There is a happy geographic accident, united with school district boundaries, which ties together Deeds Road to the south, Dry Creek in the north, from Highbanks Valley Court to Carmarthen Way, from Hardscrabble Road to the Welsh Hills.
We have residents of the village, and the not-village, people who live in the old village, and the newer outlying portions. Heading east on Newark-Granville Road there's village and township, and you have to look closely to know which is which.
And yes, some are "Granville" and others are "Newark" address, but the school district makes for a different sort of embrace. Township versus village doesn't mean the same thing when Union Township, let alone the city of Newark, becomes part of the communal whole. And then there's the "great wall" and odd boundaries down towards Heath which always make me squint to make sense of what's Granville and where is not.
There are those who have lit the luminaries and sung carols along Broadway, and people who have never seen the Christmas Candlelight Walking Tour; we have long-time village core residents who have made a point of leaving town for many years when the Fourth of July comes along, and others with more tenuous links to "the real Granville" whatever that might be who have stomped trash cans at Bluesfest and walked around selling water for the Scouts at Wildwood for fireworks. Some of us have helped build Wildwood twice over, our actual address shifting between the two experiences, but always feeling a tie to this place, this community, this village writ large.
I am concerned, as I've said, about a small but meaningful trend to moving out of Granville, however defined, once your children complete their educational round and receive their high school diploma. It doesn't sound like a sign of health for a community for people to casually want to leave when they've gained a narrow sort of benefit for living here, as important as a good school district can be in college admissions.

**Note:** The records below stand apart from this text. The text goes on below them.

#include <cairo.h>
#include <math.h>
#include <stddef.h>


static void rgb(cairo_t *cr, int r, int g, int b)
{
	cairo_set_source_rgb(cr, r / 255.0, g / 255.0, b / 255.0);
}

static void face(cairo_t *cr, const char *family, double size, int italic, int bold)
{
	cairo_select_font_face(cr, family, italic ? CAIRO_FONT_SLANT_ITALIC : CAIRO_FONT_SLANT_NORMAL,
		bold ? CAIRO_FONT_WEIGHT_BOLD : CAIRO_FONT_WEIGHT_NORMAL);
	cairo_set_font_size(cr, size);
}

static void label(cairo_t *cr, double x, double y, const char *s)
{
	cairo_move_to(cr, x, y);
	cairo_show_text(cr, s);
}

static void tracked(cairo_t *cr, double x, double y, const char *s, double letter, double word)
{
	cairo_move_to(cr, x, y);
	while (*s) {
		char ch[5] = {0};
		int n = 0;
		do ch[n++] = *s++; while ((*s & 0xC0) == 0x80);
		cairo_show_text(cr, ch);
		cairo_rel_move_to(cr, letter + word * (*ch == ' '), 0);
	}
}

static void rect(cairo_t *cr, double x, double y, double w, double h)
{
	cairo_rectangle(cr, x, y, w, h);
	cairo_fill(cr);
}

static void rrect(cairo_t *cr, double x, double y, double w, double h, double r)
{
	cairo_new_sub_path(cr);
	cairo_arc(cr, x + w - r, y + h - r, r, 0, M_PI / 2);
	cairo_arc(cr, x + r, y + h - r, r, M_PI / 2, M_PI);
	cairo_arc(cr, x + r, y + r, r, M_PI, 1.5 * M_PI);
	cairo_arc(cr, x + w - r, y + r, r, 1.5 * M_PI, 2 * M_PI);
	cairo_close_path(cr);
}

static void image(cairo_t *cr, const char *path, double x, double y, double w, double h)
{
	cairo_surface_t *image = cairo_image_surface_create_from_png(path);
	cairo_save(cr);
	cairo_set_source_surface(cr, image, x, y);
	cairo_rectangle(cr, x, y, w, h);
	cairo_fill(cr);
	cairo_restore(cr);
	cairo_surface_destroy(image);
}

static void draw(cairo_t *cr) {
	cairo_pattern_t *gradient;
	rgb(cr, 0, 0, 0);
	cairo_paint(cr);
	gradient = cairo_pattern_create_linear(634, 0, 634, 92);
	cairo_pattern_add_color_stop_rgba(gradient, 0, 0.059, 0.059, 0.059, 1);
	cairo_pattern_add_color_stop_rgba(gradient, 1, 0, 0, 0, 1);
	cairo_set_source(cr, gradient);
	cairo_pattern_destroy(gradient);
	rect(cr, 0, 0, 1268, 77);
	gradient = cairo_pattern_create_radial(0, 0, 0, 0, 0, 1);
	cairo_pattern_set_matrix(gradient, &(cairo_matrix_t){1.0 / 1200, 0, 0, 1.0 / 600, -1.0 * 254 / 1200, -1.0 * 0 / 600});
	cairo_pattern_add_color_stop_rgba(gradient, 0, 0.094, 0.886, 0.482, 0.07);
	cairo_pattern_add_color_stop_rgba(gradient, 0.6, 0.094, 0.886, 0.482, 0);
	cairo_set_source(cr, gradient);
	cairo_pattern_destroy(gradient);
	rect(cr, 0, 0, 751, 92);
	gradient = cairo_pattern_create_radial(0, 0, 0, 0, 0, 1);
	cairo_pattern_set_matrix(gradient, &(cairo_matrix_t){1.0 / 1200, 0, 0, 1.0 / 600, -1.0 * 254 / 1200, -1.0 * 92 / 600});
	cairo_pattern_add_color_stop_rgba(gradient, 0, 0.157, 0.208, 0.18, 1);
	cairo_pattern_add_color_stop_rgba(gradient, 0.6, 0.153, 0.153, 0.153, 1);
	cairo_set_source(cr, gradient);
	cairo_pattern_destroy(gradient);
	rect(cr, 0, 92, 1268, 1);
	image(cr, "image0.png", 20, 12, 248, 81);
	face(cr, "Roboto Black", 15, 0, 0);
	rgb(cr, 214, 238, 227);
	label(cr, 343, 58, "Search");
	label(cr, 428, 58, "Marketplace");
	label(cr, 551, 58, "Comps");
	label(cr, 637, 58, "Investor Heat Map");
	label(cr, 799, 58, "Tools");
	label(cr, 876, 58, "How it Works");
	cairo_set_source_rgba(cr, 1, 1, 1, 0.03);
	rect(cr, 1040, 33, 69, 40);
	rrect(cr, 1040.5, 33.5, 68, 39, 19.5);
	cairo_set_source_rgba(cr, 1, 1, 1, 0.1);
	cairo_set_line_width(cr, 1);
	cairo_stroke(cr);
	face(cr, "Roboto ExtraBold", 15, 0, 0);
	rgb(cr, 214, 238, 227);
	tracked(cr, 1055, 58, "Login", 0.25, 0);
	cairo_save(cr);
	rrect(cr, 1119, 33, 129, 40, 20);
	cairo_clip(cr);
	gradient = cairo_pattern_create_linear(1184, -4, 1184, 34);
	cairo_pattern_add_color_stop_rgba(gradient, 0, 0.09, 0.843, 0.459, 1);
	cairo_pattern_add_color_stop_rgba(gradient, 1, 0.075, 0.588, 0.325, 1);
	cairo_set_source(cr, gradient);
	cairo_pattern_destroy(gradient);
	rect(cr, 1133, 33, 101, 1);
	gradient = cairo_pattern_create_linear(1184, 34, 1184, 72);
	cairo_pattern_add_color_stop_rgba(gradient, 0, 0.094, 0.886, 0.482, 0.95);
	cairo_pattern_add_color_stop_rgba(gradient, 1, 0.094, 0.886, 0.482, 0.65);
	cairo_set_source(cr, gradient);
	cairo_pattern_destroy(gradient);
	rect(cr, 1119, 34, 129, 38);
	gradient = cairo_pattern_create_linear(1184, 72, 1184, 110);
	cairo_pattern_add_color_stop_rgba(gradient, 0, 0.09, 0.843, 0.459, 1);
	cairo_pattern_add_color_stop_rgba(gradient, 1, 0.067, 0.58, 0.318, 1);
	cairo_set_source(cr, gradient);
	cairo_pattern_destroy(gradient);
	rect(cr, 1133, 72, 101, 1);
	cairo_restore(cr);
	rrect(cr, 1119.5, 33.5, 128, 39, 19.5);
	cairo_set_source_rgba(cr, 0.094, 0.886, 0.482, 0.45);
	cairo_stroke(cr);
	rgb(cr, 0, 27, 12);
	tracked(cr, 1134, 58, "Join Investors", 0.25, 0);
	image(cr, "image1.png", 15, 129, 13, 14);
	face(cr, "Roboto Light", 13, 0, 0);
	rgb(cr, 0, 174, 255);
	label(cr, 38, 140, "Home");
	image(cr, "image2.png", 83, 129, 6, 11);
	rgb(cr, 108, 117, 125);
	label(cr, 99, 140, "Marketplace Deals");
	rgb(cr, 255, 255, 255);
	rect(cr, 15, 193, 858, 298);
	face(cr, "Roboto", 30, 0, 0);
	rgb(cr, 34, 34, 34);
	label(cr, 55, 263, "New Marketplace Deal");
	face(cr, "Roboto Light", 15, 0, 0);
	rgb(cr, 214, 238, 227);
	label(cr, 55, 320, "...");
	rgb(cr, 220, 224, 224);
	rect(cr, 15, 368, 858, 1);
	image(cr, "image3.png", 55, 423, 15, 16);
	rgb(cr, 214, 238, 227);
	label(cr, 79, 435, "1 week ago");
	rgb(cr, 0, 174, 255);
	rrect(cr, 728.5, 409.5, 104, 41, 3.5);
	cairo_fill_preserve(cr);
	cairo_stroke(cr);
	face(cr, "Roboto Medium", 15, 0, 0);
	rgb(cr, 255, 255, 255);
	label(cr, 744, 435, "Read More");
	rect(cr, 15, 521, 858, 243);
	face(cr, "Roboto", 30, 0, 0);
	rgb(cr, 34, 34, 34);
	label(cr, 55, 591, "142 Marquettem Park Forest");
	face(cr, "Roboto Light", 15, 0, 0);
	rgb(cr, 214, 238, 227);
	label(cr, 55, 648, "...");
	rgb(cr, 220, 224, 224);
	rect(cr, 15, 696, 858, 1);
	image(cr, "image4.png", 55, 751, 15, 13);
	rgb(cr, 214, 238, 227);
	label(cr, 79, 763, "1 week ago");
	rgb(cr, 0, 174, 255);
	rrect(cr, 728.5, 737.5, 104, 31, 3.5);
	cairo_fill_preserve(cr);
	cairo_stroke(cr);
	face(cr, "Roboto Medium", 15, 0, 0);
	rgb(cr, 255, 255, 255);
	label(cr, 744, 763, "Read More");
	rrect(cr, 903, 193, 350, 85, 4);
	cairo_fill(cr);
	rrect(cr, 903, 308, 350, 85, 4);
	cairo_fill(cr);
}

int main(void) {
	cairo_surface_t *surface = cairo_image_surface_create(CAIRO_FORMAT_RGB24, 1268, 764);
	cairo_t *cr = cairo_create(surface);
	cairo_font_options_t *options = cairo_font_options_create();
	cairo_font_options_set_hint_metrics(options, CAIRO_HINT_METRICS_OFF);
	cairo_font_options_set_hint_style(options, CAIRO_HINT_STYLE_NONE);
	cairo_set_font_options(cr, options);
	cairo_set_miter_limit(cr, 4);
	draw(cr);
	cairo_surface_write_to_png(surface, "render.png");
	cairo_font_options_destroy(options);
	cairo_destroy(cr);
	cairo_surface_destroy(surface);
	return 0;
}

On the other hand are so many signs of life and health and overall vitality that, quite frankly, many communities whether larger or smaller would love to have on their balance sheet. We have vital, active faith communities in Granville – little known in the village, let alone in the county, is that rates of churchgoing in Granville are higher than anywhere else in Licking County – and the parent commitment to schools is still strong, plus the involvement in things like the Chamber of Commerce or Farmers' Markets or service clubs like Kiwanis and Rotary: it's amazing, and wonderful, and a good sign all around.
Granville has much going for it, however defined. Narrowly or widely, and I recommend the later, we encompass a community where community is valued, and celebrated, and supported. Any shortfall or complication I would identify is only because I want even more for us, and perhaps because I see so many social trends at work around the country pushing against local community strengths and solidarity that I want us to hold onto everything we can, because the storms ahead will swamp all sorts of places.

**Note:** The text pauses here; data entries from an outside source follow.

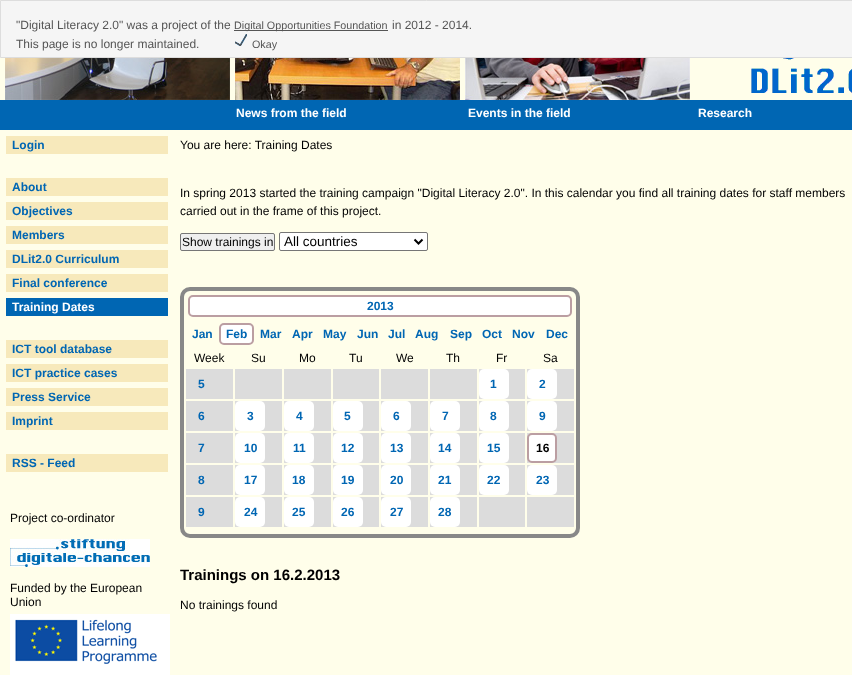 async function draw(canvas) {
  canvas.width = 852;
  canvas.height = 675;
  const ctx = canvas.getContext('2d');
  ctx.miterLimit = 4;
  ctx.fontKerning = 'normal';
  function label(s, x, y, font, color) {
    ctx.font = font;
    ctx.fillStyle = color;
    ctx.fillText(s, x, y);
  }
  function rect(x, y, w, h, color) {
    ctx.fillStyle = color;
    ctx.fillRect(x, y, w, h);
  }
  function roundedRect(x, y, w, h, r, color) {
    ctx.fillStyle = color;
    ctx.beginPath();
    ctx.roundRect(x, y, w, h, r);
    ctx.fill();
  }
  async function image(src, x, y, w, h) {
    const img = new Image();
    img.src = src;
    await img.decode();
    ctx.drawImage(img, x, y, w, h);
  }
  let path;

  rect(0, 0, 852, 675, '#fffeea');
  ctx.fillStyle = '#f5f5f5';
  ctx.beginPath();
  ctx.rect(0.5, 0.5, 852, 57);
  ctx.fill();
  ctx.strokeStyle = '#ddd';
  ctx.stroke();
  label('"Digital Literacy 2.0" was a project of the', 16, 29, '12px Liberation Sans', '#555');
  rect(234, 30, 154, 1, '#555');
  label('Digital Opportunities Foundation', 234, 29, '10.75px Liberation Sans', '#555');
  label('in 2012 - 2014.', 392, 29, '12px Liberation Sans', '#555');
  label('This page is no longer maintained.', 16, 48, '12px Liberation Sans', '#555');
  await image('assets/img1.png', 235, 34, 12, 12);
  label('Okay', 252, 48, '10.75px Liberation Sans', '#555');
  await image('assets/img2.png', 5, 58, 225, 42);
  await image('assets/img3.png', 235, 58, 225, 42);
  await image('assets/img4.png', 465, 58, 225, 42);
  await image('assets/img5.png', 751, 58, 101, 35);
  rect(0, 100, 852, 30, '#0066b3');
  label('News from the field', 236, 117, 'bold 12px Liberation Sans', '#fff');
  label('Events in the field', 468, 117, 'bold 12px Liberation Sans', '#fff');
  label('Research', 698, 117, 'bold 12px Liberation Sans', '#fff');
  rect(6, 136, 162, 18, '#f7e9bb');
  label('Login', 12, 149, 'bold 12px Liberation Sans', '#0066b3');
  rect(6, 178, 162, 18, '#f7e9bb');
  label('About', 12, 191, 'bold 12px Liberation Sans', '#0066b3');
  rect(6, 202, 162, 18, '#f7e9bb');
  label('Objectives', 12, 215, 'bold 12px Liberation Sans', '#0066b3');
  rect(6, 226, 162, 18, '#f7e9bb');
  label('Members', 12, 239, 'bold 12px Liberation Sans', '#0066b3');
  rect(6, 250, 162, 18, '#f7e9bb');
  label('DLit2.0 Curriculum', 12, 263, 'bold 12px Liberation Sans', '#0066b3');
  rect(6, 274, 162, 18, '#f7e9bb');
  label('Final conference', 12, 287, 'bold 12px Liberation Sans', '#0066b3');
  rect(6, 298, 162, 18, '#0066b3');
  label('Training Dates', 12, 311, 'bold 12px Liberation Sans', '#fff');
  rect(6, 340, 162, 18, '#f7e9bb');
  label('ICT tool database', 12, 353, 'bold 12px Liberation Sans', '#0066b3');
  rect(6, 364, 162, 18, '#f7e9bb');
  label('ICT practice cases', 12, 377, 'bold 12px Liberation Sans', '#0066b3');
  rect(6, 388, 162, 18, '#f7e9bb');
  label('Press Service', 12, 401, 'bold 12px Liberation Sans', '#0066b3');
  rect(6, 412, 162, 18, '#f7e9bb');
  label('Imprint', 12, 425, 'bold 12px Liberation Sans', '#0066b3');
  rect(6, 454, 162, 18, '#f7e9bb');
  label('RSS - Feed', 12, 467, 'bold 12px Liberation Sans', '#0066b3');
  label('Project co-ordinator', 10, 522, '12px Liberation Sans', '#000');
  await image('assets/img6.png', 10, 539, 140, 28);
  label('Funded by the European', 10, 592, '12px Liberation Sans', '#000');
  label('Union', 10, 606, '12px Liberation Sans', '#000');
  await image('assets/img7.png', 10, 614, 160, 61);
  label('You are here: Training Dates', 180, 149, '12px Liberation Sans', '#000');
  label('In spring 2013 started the training campaign "Digital Literacy 2.0". In this calendar you find all training dates for staff members', 180, 197, '12px Liberation Sans', '#000');
  label('carried out in the frame of this project.', 180, 215, '12px Liberation Sans', '#000');
  ctx.fillStyle = '#efefef';
  ctx.beginPath();
  ctx.roundRect(180.5, 233.5, 94, 17, 1.5);
  ctx.fill();
  ctx.strokeStyle = '#767676';
  ctx.stroke();
  label('Show trainings in', 182, 246, '12px Liberation Sans', '#000');
  ctx.fillStyle = '#fff';
  ctx.beginPath();
  ctx.roundRect(279.5, 232.5, 148, 18, 1.5);
  ctx.fill();
  ctx.stroke();
  path = new Path2D('M414.5 239.5L418.5 243.5L422.5 239.5');
  ctx.strokeStyle = '#000';
  ctx.lineWidth = 2;
  ctx.stroke(path);
  label('All countries', 284, 246, '13.5px Liberation Sans', '#000');
  ctx.beginPath();
  ctx.roundRect(182, 289, 396, 247, 8);
  ctx.strokeStyle = '#888';
  ctx.lineWidth = 4;
  ctx.stroke();
  ctx.fillStyle = '#fff';
  ctx.beginPath();
  ctx.roundRect(189, 296, 382, 20, 4);
  ctx.fill();
  ctx.strokeStyle = '#bb9ea2';
  ctx.lineWidth = 2;
  ctx.stroke();
  label('2013', 367, 310, 'bold 12px Liberation Sans', '#0066b3');
  label('Jan', 192, 338, 'bold 12px Liberation Sans', '#0066b3');
  ctx.fillStyle = '#fff';
  ctx.beginPath();
  ctx.roundRect(220, 324, 33, 20, 4);
  ctx.fill();
  ctx.stroke();
  label('Feb', 226, 338, 'bold 12px Liberation Sans', '#0066b3');
  label('Mar', 260, 338, 'bold 12px Liberation Sans', '#0066b3');
  label('Apr', 292, 338, 'bold 12px Liberation Sans', '#0066b3');
  label('May', 323, 338, 'bold 12px Liberation Sans', '#0066b3');
  label('Jun', 357, 338, 'bold 12px Liberation Sans', '#0066b3');
  label('Jul', 388, 338, 'bold 12px Liberation Sans', '#0066b3');
  label('Aug', 415, 338, 'bold 12px Liberation Sans', '#0066b3');
  label('Sep', 450, 338, 'bold 12px Liberation Sans', '#0066b3');
  label('Oct', 482, 338, 'bold 12px Liberation Sans', '#0066b3');
  label('Nov', 512, 338, 'bold 12px Liberation Sans', '#0066b3');
  label('Dec', 546, 338, 'bold 12px Liberation Sans', '#0066b3');
  label('Week', 194, 362, '12px Liberation Sans', '#000');
  label('Su', 251, 362, '12px Liberation Sans', '#000');
  label('Mo', 299, 362, '12px Liberation Sans', '#000');
  label('Tu', 349, 362, '12px Liberation Sans', '#000');
  label('We', 396, 362, '12px Liberation Sans', '#000');
  label('Th', 446, 362, '12px Liberation Sans', '#000');
  label('Fr', 496, 362, '12px Liberation Sans', '#000');
  label('Sa', 543, 362, '12px Liberation Sans', '#000');
  rect(186, 369, 47, 30, '#dcdcdc');
  label('5', 198, 388, 'bold 12px Liberation Sans', '#0066b3');
  rect(235, 369, 47, 30, '#dcdcdc');
  rect(284, 369, 47, 30, '#dcdcdc');
  rect(333, 369, 46, 30, '#dcdcdc');
  rect(381, 369, 47, 30, '#dcdcdc');
  rect(430, 369, 47, 30, '#dcdcdc');
  rect(479, 369, 46, 30, '#dcdcdc');
  roundedRect(479, 369, 30, 30, 5, '#fff');
  label('1', 490, 388, 'bold 12px Liberation Sans', '#0066b3');
  rect(527, 369, 47, 30, '#dcdcdc');
  roundedRect(527, 369, 30, 30, 5, '#fff');
  label('2', 539, 388, 'bold 12px Liberation Sans', '#0066b3');
  rect(186, 401, 47, 30, '#dcdcdc');
  label('6', 198, 420, 'bold 12px Liberation Sans', '#0066b3');
  rect(235, 401, 47, 30, '#dcdcdc');
  roundedRect(235, 401, 30, 30, 5, '#fff');
  label('3', 247, 420, 'bold 12px Liberation Sans', '#0066b3');
  rect(284, 401, 47, 30, '#dcdcdc');
  roundedRect(284, 401, 30, 30, 5, '#fff');
  label('4', 296, 420, 'bold 12px Liberation Sans', '#0066b3');
  rect(333, 401, 46, 30, '#dcdcdc');
  roundedRect(333, 401, 30, 30, 5, '#fff');
  label('5', 344, 420, 'bold 12px Liberation Sans', '#0066b3');
  rect(381, 401, 47, 30, '#dcdcdc');
  roundedRect(381, 401, 30, 30, 5, '#fff');
  label('6', 393, 420, 'bold 12px Liberation Sans', '#0066b3');
  rect(430, 401, 47, 30, '#dcdcdc');
  roundedRect(430, 401, 30, 30, 5, '#fff');
  label('7', 442, 420, 'bold 12px Liberation Sans', '#0066b3');
  rect(479, 401, 46, 30, '#dcdcdc');
  roundedRect(479, 401, 30, 30, 5, '#fff');
  label('8', 490, 420, 'bold 12px Liberation Sans', '#0066b3');
  rect(527, 401, 47, 30, '#dcdcdc');
  roundedRect(527, 401, 30, 30, 5, '#fff');
  label('9', 539, 420, 'bold 12px Liberation Sans', '#0066b3');
  rect(186, 433, 47, 30, '#dcdcdc');
  label('7', 198, 452, 'bold 12px Liberation Sans', '#0066b3');
  rect(235, 433, 47, 30, '#dcdcdc');
  roundedRect(235, 433, 30, 30, 5, '#fff');
  label('10', 244, 452, 'bold 12px Liberation Sans', '#0066b3');
  rect(284, 433, 47, 30, '#dcdcdc');
  roundedRect(284, 433, 30, 30, 5, '#fff');
  label('11', 293, 452, 'bold 12px Liberation Sans', '#0066b3');
  rect(333, 433, 46, 30, '#dcdcdc');
  roundedRect(333, 433, 30, 30, 5, '#fff');
  label('12', 341, 452, 'bold 12px Liberation Sans', '#0066b3');
  rect(381, 433, 47, 30, '#dcdcdc');
  roundedRect(381, 433, 30, 30, 5, '#fff');
  label('13', 390, 452, 'bold 12px Liberation Sans', '#0066b3');
  rect(430, 433, 47, 30, '#dcdcdc');
  roundedRect(430, 433, 30, 30, 5, '#fff');
  label('14', 438, 452, 'bold 12px Liberation Sans', '#0066b3');
  rect(479, 433, 46, 30, '#dcdcdc');
  roundedRect(479, 433, 30, 30, 5, '#fff');
  label('15', 487, 452, 'bold 12px Liberation Sans', '#0066b3');
  rect(527, 433, 47, 30, '#dcdcdc');
  ctx.fillStyle = '#fff';
  ctx.beginPath();
  ctx.roundRect(528, 434, 28, 28, 4);
  ctx.fill();
  ctx.stroke();
  label('16', 536, 452, 'bold 12px Liberation Sans', '#000');
  rect(186, 465, 47, 30, '#dcdcdc');
  label('8', 198, 484, 'bold 12px Liberation Sans', '#0066b3');
  rect(235, 465, 47, 30, '#dcdcdc');
  roundedRect(235, 465, 30, 30, 5, '#fff');
  label('17', 244, 484, 'bold 12px Liberation Sans', '#0066b3');
  rect(284, 465, 47, 30, '#dcdcdc');
  roundedRect(284, 465, 30, 30, 5, '#fff');
  label('18', 292, 484, 'bold 12px Liberation Sans', '#0066b3');
  rect(333, 465, 46, 30, '#dcdcdc');
  roundedRect(333, 465, 30, 30, 5, '#fff');
  label('19', 341, 484, 'bold 12px Liberation Sans', '#0066b3');
  rect(381, 465, 47, 30, '#dcdcdc');
  roundedRect(381, 465, 30, 30, 5, '#fff');
  label('20', 390, 484, 'bold 12px Liberation Sans', '#0066b3');
  rect(430, 465, 47, 30, '#dcdcdc');
  roundedRect(430, 465, 30, 30, 5, '#fff');
  label('21', 438, 484, 'bold 12px Liberation Sans', '#0066b3');
  rect(479, 465, 46, 30, '#dcdcdc');
  roundedRect(479, 465, 30, 30, 5, '#fff');
  label('22', 487, 484, 'bold 12px Liberation Sans', '#0066b3');
  rect(527, 465, 47, 30, '#dcdcdc');
  roundedRect(527, 465, 30, 30, 5, '#fff');
  label('23', 536, 484, 'bold 12px Liberation Sans', '#0066b3');
  rect(186, 497, 47, 30, '#dcdcdc');
  label('9', 198, 516, 'bold 12px Liberation Sans', '#0066b3');
  rect(235, 497, 47, 30, '#dcdcdc');
  roundedRect(235, 497, 30, 30, 5, '#fff');
  label('24', 244, 516, 'bold 12px Liberation Sans', '#0066b3');
  rect(284, 497, 47, 30, '#dcdcdc');
  roundedRect(284, 497, 30, 30, 5, '#fff');
  label('25', 292, 516, 'bold 12px Liberation Sans', '#0066b3');
  rect(333, 497, 46, 30, '#dcdcdc');
  roundedRect(333, 497, 30, 30, 5, '#fff');
  label('26', 341, 516, 'bold 12px Liberation Sans', '#0066b3');
  rect(381, 497, 47, 30, '#dcdcdc');
  roundedRect(381, 497, 30, 30, 5, '#fff');
  label('27', 390, 516, 'bold 12px Liberation Sans', '#0066b3');
  rect(430, 497, 47, 30, '#dcdcdc');
  roundedRect(430, 497, 30, 30, 5, '#fff');
  label('28', 438, 516, 'bold 12px Liberation Sans', '#0066b3');
  rect(479, 497, 46, 30, '#dcdcdc');
  rect(527, 497, 47, 30, '#dcdcdc');
  label('Trainings on 16.2.2013', 180, 580, 'bold 15px Liberation Sans', '#000');
  label('No trainings found', 180, 609, '12px Liberation Sans', '#000');
}

draw(document.querySelector('canvas'));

We are doing fine here in Our Fayre Village, and even when I mock our bubble with the moniker of Brigadoon, it's to make sure we stay aware of the bubble we've create for ourselves, in a hyper-individualistic, de-centered culture heading into 2019 and beyond. Granville is my adopted hometown, and perhaps its that sense of adoptedness that makes me want to hold onto our community unity all the more fiercely for having gained it secondhand.
Or as wiser and wittier people have said before me, I'm not from here, but I got here as fast as I could.